Je méditois donc sur le triste sort des mortels flottants sur cette mer des opinions humaines, sans gouvernail, sans boussole, et livrés à leurs passions orageuses, sans autre guide qu'un pilote inexpérimenté qui méconnoît sa route, et qui ne sait ni d'où il vient ni où il va. Je me disois, J'aime la vérité, je la cherche, et je ne puis la reconnoître; qu'on me la montre, et j'y demeure attaché: pourquoi faut-il qu'elle se dérobe à l'empressement d'un cœur fait pour l'adorer?

Quoique j'aie souvent éprouvé de plus grands maux, je n'ai jamais mené une vie aussi constamment désagréable que dans ces temps de trouble et d'anxiétés, où, sans cesse errant de doute en doute, je ne rapportois de mes longues méditations qu'incertitude, obscurité, contradictions sur la cause de mon être et sur la règle de mes devoirs.

Comment peut-on être sceptique par système et de bonne foi? je ne saurois le comprendre.

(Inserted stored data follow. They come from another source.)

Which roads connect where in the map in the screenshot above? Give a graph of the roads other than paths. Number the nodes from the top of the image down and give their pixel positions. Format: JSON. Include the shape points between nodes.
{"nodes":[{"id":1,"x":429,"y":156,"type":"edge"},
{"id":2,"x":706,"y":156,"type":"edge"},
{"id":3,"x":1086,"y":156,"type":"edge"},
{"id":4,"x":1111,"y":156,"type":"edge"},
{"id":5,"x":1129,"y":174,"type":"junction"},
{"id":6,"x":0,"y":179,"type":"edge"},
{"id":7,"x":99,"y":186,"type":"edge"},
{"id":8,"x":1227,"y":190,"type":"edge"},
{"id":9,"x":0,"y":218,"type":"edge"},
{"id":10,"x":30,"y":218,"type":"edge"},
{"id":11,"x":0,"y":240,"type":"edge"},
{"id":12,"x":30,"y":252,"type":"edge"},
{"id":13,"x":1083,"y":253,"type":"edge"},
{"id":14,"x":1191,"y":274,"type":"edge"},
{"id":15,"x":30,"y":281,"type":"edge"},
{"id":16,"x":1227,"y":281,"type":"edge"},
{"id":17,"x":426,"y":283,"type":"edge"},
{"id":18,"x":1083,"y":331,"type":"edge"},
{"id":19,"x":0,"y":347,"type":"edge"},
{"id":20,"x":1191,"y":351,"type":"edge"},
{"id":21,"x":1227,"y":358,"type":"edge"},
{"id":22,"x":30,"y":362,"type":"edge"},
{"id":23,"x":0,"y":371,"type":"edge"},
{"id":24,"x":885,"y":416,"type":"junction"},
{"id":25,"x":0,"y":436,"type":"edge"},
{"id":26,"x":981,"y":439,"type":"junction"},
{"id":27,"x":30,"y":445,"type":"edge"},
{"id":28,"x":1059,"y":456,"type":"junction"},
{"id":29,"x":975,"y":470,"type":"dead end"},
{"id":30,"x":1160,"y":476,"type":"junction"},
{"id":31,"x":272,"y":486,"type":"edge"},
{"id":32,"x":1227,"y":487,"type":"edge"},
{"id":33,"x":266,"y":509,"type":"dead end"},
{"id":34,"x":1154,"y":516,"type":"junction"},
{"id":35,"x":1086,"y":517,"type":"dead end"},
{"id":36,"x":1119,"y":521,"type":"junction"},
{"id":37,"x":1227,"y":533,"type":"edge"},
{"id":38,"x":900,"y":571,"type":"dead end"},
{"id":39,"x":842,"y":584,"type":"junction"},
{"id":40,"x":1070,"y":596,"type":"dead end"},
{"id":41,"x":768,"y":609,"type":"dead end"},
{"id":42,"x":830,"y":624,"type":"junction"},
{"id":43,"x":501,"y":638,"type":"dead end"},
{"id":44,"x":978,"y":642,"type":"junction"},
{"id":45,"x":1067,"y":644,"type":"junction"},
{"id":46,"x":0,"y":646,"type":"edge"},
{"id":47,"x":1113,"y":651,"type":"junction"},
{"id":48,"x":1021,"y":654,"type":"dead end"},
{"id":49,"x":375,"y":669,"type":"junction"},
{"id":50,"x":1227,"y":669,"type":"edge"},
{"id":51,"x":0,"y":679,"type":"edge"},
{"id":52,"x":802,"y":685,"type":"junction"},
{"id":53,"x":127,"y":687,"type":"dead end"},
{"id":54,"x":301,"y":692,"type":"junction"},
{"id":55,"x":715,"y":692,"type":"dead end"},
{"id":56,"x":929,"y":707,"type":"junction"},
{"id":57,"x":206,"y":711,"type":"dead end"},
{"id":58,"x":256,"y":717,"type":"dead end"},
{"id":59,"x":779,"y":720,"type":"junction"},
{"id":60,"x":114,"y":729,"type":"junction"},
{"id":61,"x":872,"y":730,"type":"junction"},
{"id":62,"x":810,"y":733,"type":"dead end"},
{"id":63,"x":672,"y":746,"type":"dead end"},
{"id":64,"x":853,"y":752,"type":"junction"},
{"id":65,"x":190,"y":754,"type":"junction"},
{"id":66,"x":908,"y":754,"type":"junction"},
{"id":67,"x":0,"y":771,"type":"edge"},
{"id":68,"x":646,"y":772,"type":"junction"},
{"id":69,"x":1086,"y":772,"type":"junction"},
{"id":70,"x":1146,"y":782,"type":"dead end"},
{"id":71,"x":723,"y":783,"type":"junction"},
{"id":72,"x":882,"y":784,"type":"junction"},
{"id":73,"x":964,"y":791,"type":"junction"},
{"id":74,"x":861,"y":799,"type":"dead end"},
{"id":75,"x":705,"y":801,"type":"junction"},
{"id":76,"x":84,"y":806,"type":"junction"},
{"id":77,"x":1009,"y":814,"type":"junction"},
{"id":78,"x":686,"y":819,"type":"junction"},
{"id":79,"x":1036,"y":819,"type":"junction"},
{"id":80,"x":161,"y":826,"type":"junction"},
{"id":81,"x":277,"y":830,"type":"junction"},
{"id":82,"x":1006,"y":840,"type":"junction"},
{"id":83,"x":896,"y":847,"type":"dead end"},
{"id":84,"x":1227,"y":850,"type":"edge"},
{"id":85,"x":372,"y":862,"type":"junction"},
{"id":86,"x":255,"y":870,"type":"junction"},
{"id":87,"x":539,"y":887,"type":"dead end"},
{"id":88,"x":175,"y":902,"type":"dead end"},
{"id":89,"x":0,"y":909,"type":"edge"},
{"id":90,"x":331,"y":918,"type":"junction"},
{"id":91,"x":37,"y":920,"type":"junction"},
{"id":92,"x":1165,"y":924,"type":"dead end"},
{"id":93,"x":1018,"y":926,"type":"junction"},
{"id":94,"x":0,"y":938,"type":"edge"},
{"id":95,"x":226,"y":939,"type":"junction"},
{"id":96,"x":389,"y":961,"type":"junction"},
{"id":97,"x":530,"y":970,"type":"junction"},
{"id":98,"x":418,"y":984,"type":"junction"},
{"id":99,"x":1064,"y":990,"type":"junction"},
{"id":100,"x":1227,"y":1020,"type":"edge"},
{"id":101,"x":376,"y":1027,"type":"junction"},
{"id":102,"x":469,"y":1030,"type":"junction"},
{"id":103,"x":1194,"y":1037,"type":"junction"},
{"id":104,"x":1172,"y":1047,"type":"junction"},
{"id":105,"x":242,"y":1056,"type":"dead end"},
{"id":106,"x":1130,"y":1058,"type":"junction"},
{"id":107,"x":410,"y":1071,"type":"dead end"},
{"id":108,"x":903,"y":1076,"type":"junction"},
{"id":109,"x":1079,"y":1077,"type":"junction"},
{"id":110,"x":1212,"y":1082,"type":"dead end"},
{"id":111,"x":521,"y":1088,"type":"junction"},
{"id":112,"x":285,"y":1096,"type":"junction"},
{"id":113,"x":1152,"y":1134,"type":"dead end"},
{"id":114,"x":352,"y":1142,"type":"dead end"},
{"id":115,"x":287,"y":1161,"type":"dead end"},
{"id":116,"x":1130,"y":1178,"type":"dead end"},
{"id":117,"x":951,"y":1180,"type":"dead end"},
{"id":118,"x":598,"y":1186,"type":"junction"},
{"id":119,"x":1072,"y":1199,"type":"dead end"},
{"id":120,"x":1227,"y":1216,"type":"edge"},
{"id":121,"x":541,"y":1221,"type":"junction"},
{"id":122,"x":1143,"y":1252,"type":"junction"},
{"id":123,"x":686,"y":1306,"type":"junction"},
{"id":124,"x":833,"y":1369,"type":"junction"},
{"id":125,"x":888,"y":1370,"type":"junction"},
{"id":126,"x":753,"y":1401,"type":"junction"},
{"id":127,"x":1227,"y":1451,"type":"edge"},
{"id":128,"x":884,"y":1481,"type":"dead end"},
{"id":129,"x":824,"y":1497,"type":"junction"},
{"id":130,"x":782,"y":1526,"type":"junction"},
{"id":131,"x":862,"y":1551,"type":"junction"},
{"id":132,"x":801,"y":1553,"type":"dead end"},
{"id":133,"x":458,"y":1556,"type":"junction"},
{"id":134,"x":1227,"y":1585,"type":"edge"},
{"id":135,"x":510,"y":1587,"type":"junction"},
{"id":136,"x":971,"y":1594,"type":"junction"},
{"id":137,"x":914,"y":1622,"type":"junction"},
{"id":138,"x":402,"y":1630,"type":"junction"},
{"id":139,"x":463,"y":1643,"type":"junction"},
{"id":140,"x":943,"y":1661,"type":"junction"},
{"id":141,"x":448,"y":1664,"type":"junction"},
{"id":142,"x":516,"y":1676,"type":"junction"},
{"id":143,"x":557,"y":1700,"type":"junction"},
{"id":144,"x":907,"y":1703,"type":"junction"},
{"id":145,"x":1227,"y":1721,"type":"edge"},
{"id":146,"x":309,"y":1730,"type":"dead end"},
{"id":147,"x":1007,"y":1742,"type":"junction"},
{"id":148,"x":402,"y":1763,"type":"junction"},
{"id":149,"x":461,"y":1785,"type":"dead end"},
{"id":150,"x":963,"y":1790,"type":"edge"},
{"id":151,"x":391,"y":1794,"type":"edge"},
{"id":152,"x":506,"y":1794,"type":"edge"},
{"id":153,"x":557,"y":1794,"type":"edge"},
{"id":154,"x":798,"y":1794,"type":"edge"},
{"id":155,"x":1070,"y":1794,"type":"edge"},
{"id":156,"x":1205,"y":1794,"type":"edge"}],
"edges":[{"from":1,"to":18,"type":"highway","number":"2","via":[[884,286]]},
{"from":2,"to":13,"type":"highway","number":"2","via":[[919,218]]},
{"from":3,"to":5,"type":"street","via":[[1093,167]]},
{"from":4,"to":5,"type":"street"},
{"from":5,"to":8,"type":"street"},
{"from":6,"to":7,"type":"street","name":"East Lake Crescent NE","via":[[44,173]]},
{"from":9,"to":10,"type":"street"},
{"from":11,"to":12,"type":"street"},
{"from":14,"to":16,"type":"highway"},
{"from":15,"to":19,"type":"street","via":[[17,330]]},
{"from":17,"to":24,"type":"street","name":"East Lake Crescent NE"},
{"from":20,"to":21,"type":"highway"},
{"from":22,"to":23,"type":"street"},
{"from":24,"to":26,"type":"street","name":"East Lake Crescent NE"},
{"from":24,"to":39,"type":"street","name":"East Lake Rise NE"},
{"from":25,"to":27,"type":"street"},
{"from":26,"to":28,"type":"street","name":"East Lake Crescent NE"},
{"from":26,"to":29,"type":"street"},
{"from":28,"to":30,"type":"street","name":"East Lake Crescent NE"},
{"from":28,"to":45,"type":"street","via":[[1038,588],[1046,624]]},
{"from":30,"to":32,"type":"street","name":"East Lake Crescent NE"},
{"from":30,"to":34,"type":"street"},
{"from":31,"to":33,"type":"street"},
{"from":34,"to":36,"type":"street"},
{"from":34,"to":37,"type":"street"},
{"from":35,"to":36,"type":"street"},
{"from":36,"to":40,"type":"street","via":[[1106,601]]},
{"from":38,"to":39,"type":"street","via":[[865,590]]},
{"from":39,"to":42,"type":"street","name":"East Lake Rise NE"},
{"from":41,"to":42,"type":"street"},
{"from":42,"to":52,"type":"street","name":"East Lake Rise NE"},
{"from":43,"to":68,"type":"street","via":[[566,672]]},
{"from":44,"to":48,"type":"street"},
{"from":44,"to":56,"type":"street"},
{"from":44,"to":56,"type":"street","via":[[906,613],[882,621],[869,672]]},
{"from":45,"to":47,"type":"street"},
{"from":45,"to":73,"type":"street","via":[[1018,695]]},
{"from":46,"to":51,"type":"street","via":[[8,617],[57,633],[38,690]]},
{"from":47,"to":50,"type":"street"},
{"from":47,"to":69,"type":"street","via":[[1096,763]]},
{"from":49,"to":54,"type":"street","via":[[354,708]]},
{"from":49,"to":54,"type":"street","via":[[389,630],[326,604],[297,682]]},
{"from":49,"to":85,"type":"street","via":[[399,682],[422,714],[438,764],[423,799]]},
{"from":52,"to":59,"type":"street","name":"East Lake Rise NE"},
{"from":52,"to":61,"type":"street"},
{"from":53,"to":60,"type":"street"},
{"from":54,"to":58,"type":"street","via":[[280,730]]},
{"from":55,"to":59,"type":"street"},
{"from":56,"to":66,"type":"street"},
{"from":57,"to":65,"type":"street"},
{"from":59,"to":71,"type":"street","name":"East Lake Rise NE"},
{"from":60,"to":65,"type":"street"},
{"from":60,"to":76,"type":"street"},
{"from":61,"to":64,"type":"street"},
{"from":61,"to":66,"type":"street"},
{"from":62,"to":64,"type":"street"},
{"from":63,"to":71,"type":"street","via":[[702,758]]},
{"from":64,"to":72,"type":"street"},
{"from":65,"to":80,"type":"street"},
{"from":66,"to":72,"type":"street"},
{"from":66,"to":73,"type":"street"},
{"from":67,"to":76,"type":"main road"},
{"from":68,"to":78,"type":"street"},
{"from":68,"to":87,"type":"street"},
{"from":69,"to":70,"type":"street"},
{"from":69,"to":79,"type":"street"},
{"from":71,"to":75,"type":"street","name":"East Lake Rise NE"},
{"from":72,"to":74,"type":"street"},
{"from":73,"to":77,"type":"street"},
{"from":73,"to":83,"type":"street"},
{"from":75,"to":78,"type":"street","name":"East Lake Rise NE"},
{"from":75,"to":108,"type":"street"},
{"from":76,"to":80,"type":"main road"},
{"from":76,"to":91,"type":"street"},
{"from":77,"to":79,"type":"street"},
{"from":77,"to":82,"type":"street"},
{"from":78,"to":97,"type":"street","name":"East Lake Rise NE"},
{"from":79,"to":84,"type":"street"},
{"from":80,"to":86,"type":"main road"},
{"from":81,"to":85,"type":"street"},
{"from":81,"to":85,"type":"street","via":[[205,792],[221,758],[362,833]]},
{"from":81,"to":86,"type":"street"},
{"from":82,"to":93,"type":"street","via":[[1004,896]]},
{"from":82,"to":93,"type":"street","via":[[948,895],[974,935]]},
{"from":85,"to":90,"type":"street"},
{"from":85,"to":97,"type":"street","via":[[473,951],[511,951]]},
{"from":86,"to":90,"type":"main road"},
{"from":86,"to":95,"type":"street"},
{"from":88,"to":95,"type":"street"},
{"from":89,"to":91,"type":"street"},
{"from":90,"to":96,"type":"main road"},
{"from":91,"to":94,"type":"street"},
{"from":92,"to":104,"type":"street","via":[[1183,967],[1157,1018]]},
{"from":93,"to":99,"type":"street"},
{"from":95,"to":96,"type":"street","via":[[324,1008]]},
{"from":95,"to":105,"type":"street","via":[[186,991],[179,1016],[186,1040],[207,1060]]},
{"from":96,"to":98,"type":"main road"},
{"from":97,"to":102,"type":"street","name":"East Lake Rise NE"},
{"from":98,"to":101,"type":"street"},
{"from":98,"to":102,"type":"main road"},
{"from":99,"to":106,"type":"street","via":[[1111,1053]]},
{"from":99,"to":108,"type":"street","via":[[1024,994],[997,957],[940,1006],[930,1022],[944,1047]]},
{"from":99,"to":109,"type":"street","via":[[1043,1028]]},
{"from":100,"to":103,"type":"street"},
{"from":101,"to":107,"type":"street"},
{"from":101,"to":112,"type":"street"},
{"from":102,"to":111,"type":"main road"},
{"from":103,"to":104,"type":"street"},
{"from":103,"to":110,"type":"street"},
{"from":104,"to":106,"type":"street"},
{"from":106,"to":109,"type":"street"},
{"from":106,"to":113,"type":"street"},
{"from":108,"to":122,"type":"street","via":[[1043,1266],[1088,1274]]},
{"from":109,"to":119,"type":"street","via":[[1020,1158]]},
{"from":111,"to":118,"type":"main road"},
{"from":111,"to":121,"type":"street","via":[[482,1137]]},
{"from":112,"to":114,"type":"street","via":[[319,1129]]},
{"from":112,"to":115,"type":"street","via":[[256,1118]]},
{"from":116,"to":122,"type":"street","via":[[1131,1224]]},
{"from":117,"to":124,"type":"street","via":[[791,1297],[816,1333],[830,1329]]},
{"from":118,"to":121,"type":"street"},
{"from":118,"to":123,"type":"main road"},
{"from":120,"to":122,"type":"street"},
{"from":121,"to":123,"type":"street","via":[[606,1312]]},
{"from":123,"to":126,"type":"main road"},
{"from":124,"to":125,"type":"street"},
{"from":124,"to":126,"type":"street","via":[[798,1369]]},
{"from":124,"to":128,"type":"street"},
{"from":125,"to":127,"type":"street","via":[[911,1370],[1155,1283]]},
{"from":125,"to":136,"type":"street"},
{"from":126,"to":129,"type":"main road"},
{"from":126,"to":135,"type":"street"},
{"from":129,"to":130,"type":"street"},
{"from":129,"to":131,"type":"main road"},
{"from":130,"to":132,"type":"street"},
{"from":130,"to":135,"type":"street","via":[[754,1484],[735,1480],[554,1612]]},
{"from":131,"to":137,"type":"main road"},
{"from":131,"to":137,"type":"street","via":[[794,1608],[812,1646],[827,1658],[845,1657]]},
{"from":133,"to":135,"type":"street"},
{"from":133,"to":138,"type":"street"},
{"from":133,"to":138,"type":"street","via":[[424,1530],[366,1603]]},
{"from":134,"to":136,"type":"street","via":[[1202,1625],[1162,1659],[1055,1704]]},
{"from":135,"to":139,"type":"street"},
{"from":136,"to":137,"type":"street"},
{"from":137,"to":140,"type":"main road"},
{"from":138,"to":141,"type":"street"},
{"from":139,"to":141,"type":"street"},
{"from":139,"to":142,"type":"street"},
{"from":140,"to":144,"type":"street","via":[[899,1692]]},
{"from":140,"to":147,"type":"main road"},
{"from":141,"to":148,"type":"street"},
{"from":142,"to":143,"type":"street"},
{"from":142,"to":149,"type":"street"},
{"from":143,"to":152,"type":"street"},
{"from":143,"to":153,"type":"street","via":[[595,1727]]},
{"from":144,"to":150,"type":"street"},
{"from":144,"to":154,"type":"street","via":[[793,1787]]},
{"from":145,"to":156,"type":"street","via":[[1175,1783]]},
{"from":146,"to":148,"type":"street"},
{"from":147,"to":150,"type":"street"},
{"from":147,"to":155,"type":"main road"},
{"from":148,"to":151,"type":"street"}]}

Ces philosophes, ou n'existent pas, ou sont les plus malheureux des hommes. Le doute sur les choses qu'il nous importe de connoître est un état trop violent pour l'esprit humain : il n'y résiste pas long-temps; il se décide malgré lui de manière ou d'autre, et il aime mieux se tromper que ne rien croire.

Ce qui redoubloit mon embarras, étoit qu'étant né dans une Église qui décide tout, qui ne permet aucun

« PreviousContinue »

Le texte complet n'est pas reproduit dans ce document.